In this scenario, the presence of the hidden directory can be obscured, but ls -a reveals its name. Carefully chosen directory permissions prevent non-root and non-Bob users from listing or altering its contents. The use of a sticky-bit directory like /tmp prevents non-Bobs from renaming or removing the "hidden" directory. Anyone who knows the name of the "secret" file within the hidden directory can read it. But only Bob and root can change these "secret" files or the "hidden" directory.

You can do all the above in a C program; equivalents exist as library and system calls - see things like chmod(2), mkdtemp(3), umask(2), the mode argument to open(2), etc.

Answer 6

If you use a kernel >= 3.11, you might want to try the O_TMPFILE-flag. This kernel have been released on the 14.09.2013. Debian Jessie uses Kernel 3.16. so this feature should be available on all recent popular distributions.

The news about this sounds promising. The file will be unreachable from the outside. No other process or may access this file .. neither read nor write. But the file will be lost as soon as the handle gets closed. Or link it to a regular file. But then, it will be accessible as any other file.

If this is not an option for you (e.g. your file needs to be persistent): bad luck. There is no real "hidden" file in linux. You can hide your persistent files as secure as files on windows with the hidden attribute: prepend the name with a dot.
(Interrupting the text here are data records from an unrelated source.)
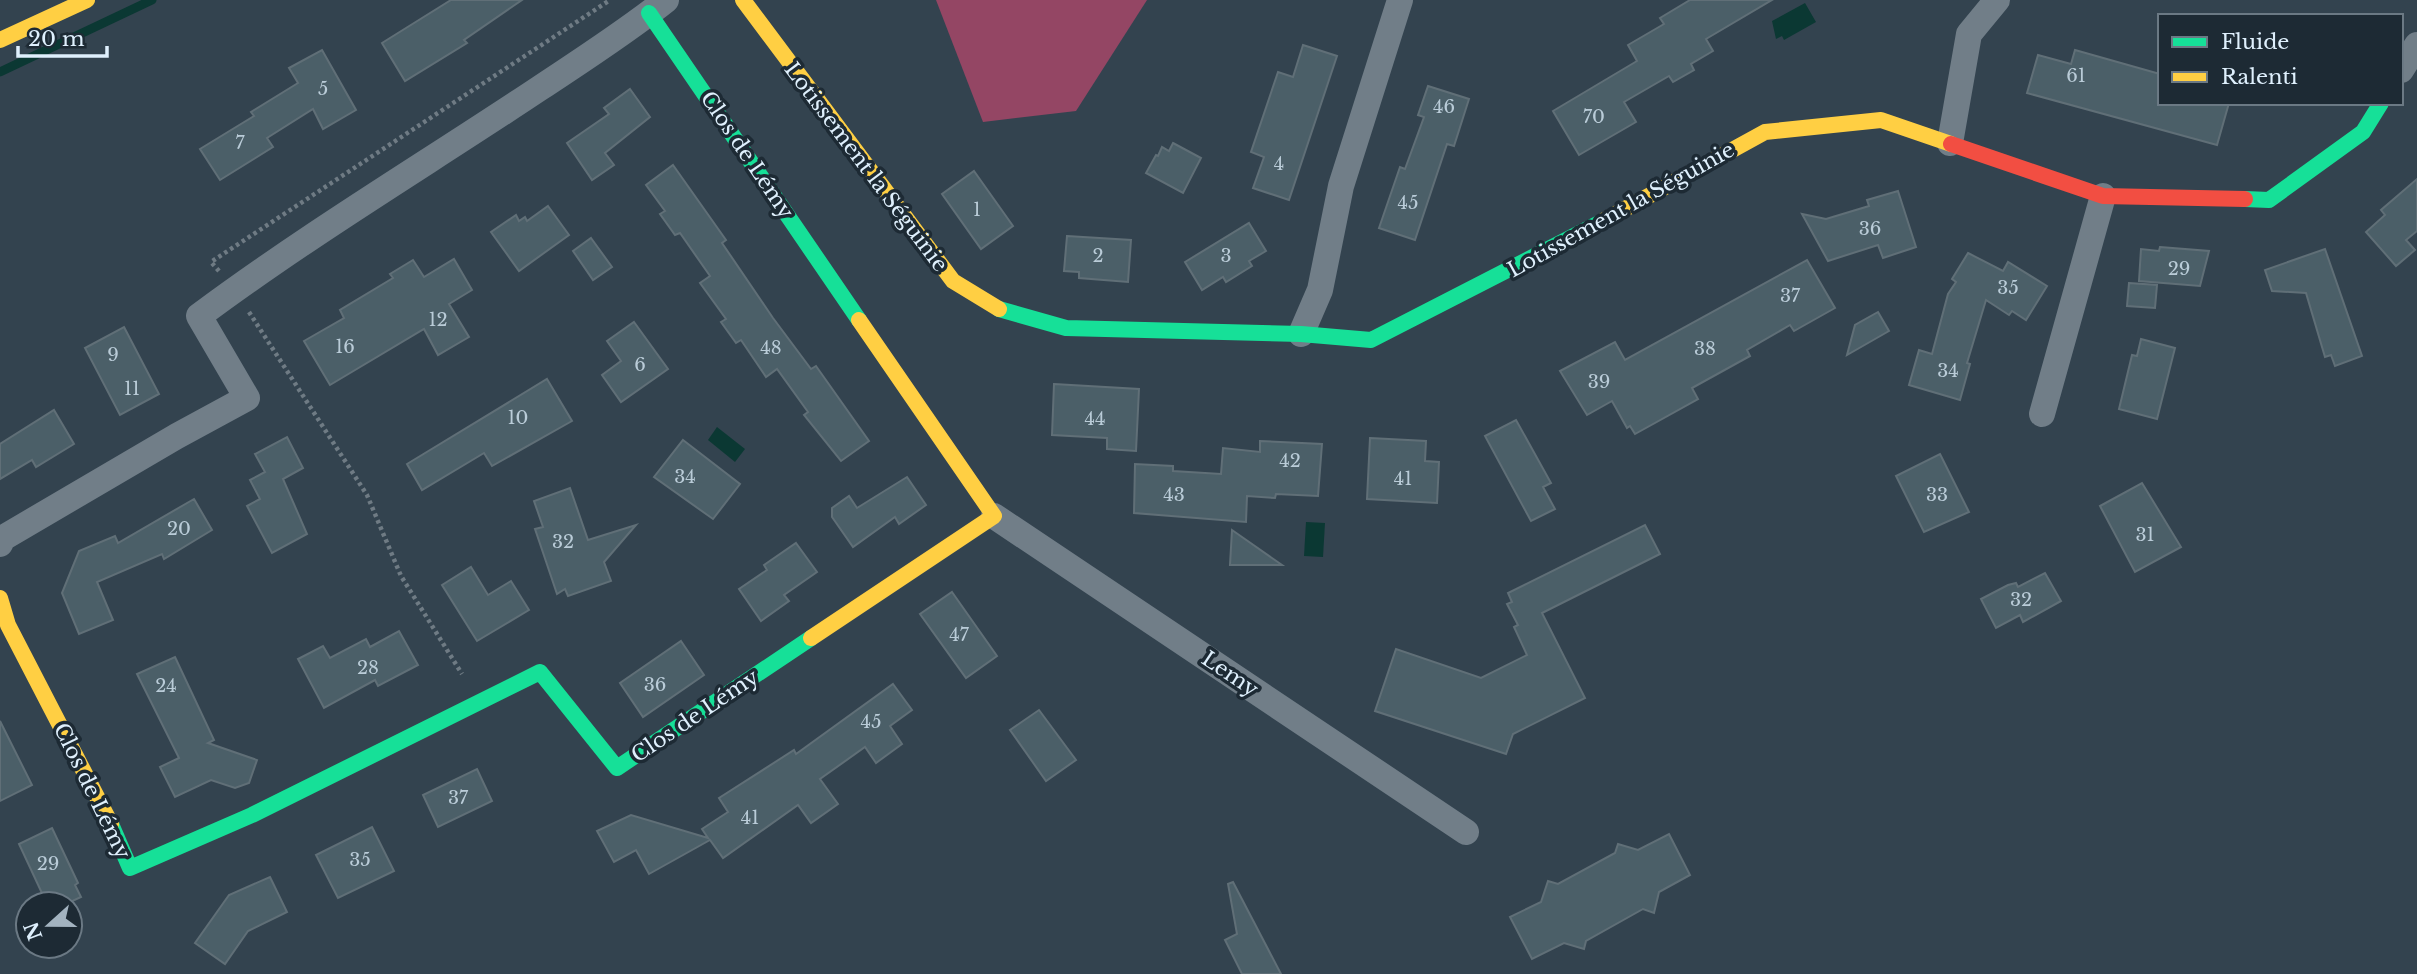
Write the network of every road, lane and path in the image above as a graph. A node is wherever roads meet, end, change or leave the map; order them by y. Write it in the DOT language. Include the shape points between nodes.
graph roads {
  1 [pos="87,0"];
  2 [pos="610,0"];
  3 [pos="743,0"];
  4 [pos="1401,0"];
  5 [pos="1997,0"];
  6 [pos="657,7"];
  7 [pos="0,40"];
  8 [pos="2417,45"];
  9 [pos="2403,68"];
  10 [pos="2380,105"];
  11 [pos="1950,143"];
  12 [pos="2103,196"];
  13 [pos="235,289"];
  14 [pos="1301,334"];
  15 [pos="2042,414"];
  16 [pos="994,516"];
  17 [pos="0,544"];
  18 [pos="0,598"];
  19 [pos="479,702"];
  20 [pos="1466,832"];
  1 -- 7 [label="street"];
  2 -- 13 [label="path" via="211,262"];
  3 -- 14 [label="street, Lotissement la Séguinie" via="953,281 996,308 1066,328"];
  4 -- 14 [label="street" via="1341,186 1320,290"];
  5 -- 11 [label="street" via="1969,34"];
  6 -- 13 [label="street, Clos de Lémy"];
  6 -- 16 [label="street, Clos de Lémy"];
  8 -- 9 [label="street"];
  10 -- 12 [label="street, Lotissement la Séguinie" via="2363,132 2269,200"];
  11 -- 12 [label="street, Lotissement la Séguinie"];
  11 -- 14 [label="street, Lotissement la Séguinie" via="1881,120 1765,132 1520,266 1371,340"];
  12 -- 15 [label="street"];
  13 -- 17 [label="street, Clos de Lémy" via="199,316 247,398"];
  13 -- 19 [label="path" via="367,495 401,576"];
  16 -- 19 [label="street, Clos de Lémy" via="617,768 540,672"];
  16 -- 20 [label="street, Lemy"];
  18 -- 19 [label="street, Clos de Lémy" via="8,625 130,868 252,815"];
}
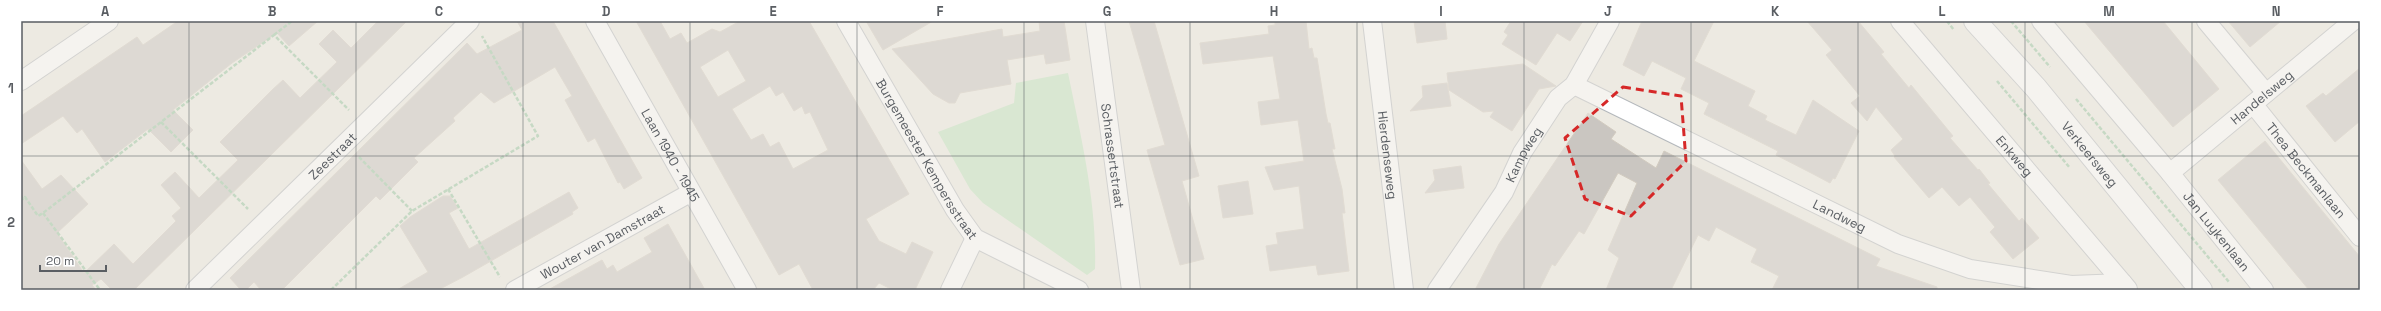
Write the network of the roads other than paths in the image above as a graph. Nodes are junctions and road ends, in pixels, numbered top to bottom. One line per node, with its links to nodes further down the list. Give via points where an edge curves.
1 (109, 21): 13 (street)
2 (470, 21): 22 (street, Zeestraat)
3 (595, 21): 17 (street, Laan 1940 - 1945)
4 (846, 21): 19 (street, Burgemeester Kempersstraat, via 955,210)
5 (1095, 21): 26 (street, Schrassertstraat)
6 (1372, 21): 27 (street, Hierdenseweg)
7 (1610, 21): 14 (street, Kampweg)
8 (1900, 21): 20 (street, Enkweg)
9 (1975, 21): 29 (main road, Verkeersweg, via 2036,88)
10 (2040, 21): 16 (street)
11 (2206, 21): 15 (street, Thea Beckmanlaan)
12 (2353, 21): 15 (street, Handelsweg)
13 (21, 81)
14 (1574, 85): 20 (street, Landweg, via 1898,244 1970,269 2071,285); 28 (street, Kampweg, via 1558,98 1522,153 1504,192)
15 (2260, 98): 16 (street, Handelsweg); 18 (street, Thea Beckmanlaan)
16 (2170, 173): 30 (street, Jan Luykenlaan)
17 (690, 193): 21 (street, Wouter van Damstraat); 23 (street, Laan 1940 - 1945)
18 (2360, 236)
19 (975, 238): 24 (street); 25 (street, Burgemeester Kempersstraat)
20 (2126, 286)
21 (509, 287)
22 (195, 290)
23 (746, 290)
24 (950, 290)
25 (1079, 290)
26 (1131, 290)
27 (1404, 290)
28 (1437, 290)
29 (2201, 290)
30 (2264, 290)

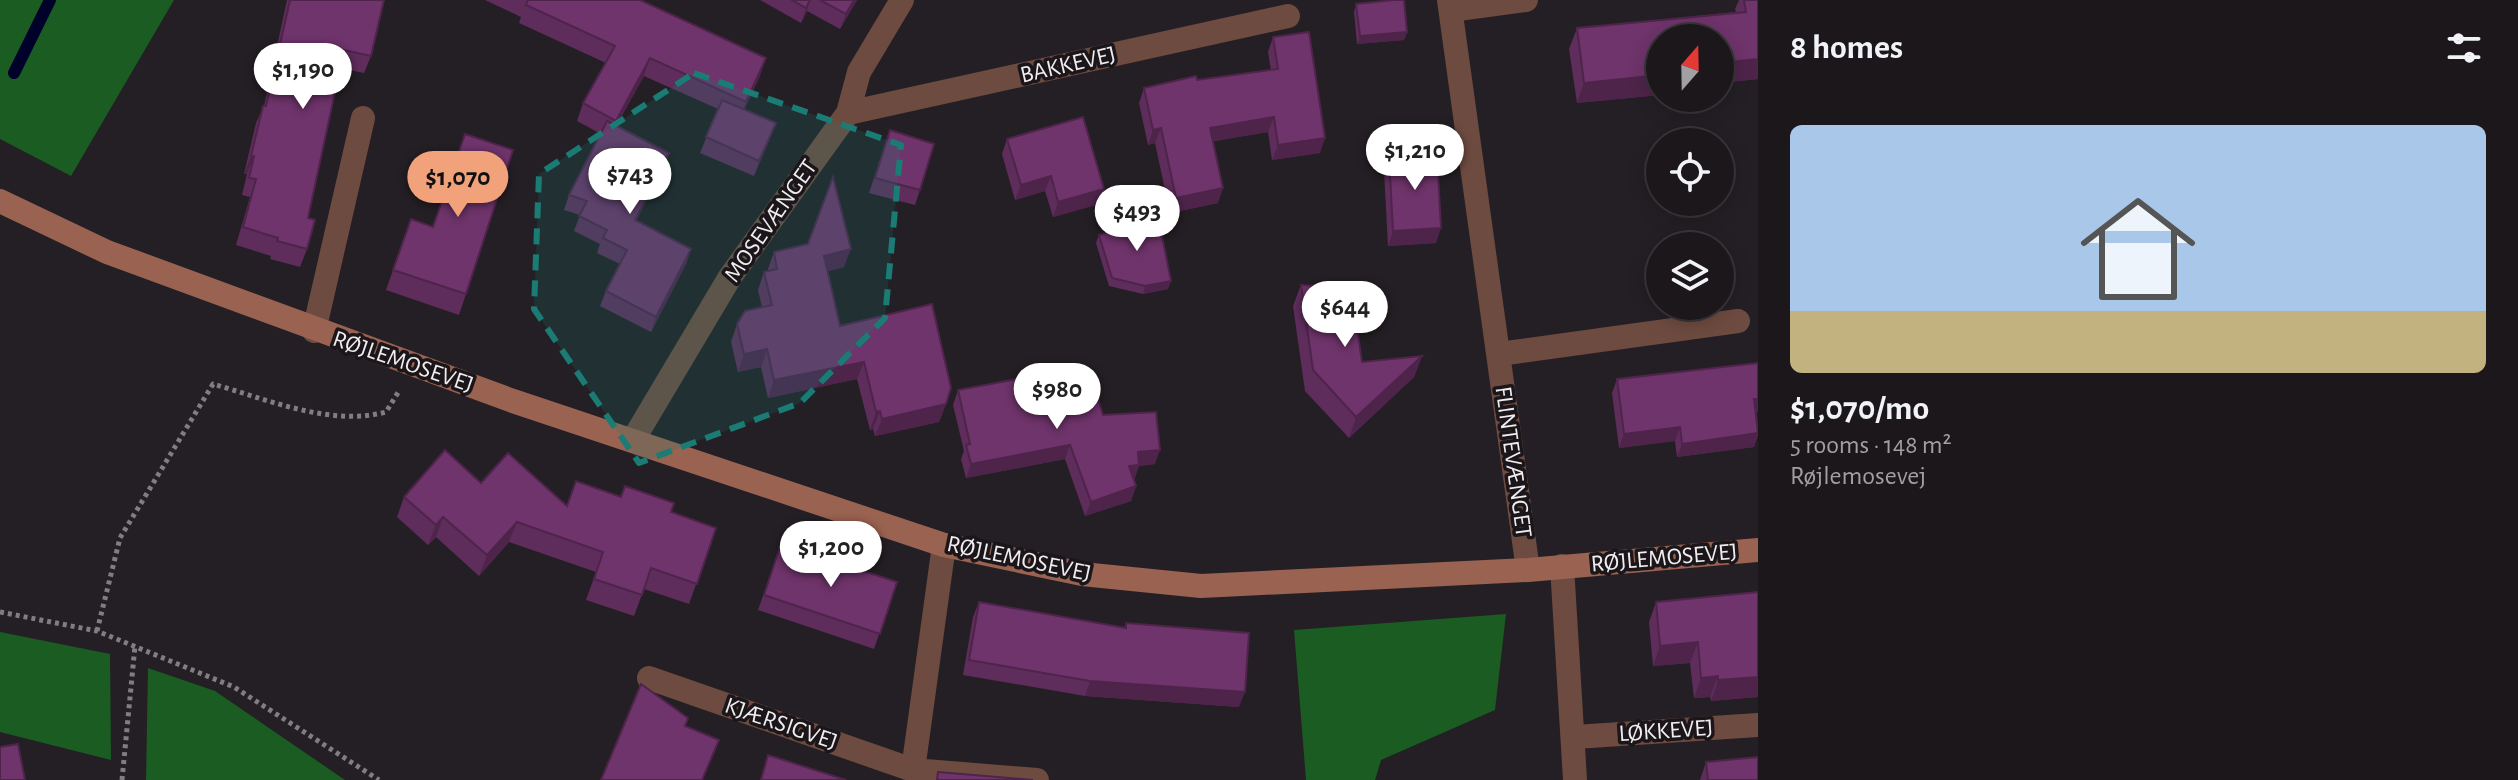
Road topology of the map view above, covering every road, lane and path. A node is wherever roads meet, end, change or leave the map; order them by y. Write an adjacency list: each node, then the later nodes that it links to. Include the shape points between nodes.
1 (902, 0): 5 (street, MOSEVÆNGET, via 859,72)
2 (1526, 0): 3 (street, FLINTEVÆNGET)
3 (1450, 5): 10 (street, FLINTEVÆNGET)
4 (1288, 16): 5 (street, BAKKEVEJ)
5 (848, 113): 12 (street, MOSEVÆNGET, via 730,277)
6 (363, 118): 9 (street, RØJLEMOSEVEJ)
7 (0, 201): 9 (street, RØJLEMOSEVEJ, via 107,252)
8 (1738, 321): 10 (street, FLINTEVÆNGET)
9 (314, 331): 11 (street, RØJLEMOSEVEJ)
10 (1499, 354): 16 (street, FLINTEVÆNGET)
11 (414, 366): 12 (street, RØJLEMOSEVEJ); 18 (path, via 386,412 362,419 213,384 120,538)
12 (633, 440): 13 (street, RØJLEMOSEVEJ)
13 (944, 545): 16 (street, RØJLEMOSEVEJ, via 1082,574 1201,586); 23 (street)
14 (1758, 550): 15 (street, RØJLEMOSEVEJ)
15 (1562, 566): 16 (street, RØJLEMOSEVEJ); 22 (street)
16 (1528, 570)
17 (0, 612): 18 (path)
18 (97, 631): 19 (path)
19 (135, 646): 24 (path); 25 (path, via 234,687)
20 (649, 678): 23 (street, KJÆRSIGVEJ)
21 (1758, 725): 22 (street, LØKKEVEJ)
22 (1575, 737): 27 (street)
23 (913, 770): 26 (street, KJÆRSIGVEJ)
24 (122, 780)
25 (379, 780)
26 (1037, 780)
27 (1575, 780)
As stated by others: ls -a will show them nevertheless.

Also, you can create a user specifically for your use and make the file read- and writable only for this user or put it in a folder, where only your user have rw-access. Other users may see this file but wont be able to access it. But if root comes along and want to look into it, you have lost.

Answer 7

Sure,you have to add '.' before filename and your file wouldn't be seen by user(except user will turn the hidden files show option on). You could change the attrybutes (chmod) to 755 and only user could rwx and others could rx.

Answer 8

hek2mgl - partially yes - it has. Try to remove via rm -rf * manner all of directory content. That's why for example .htaccess is hidden.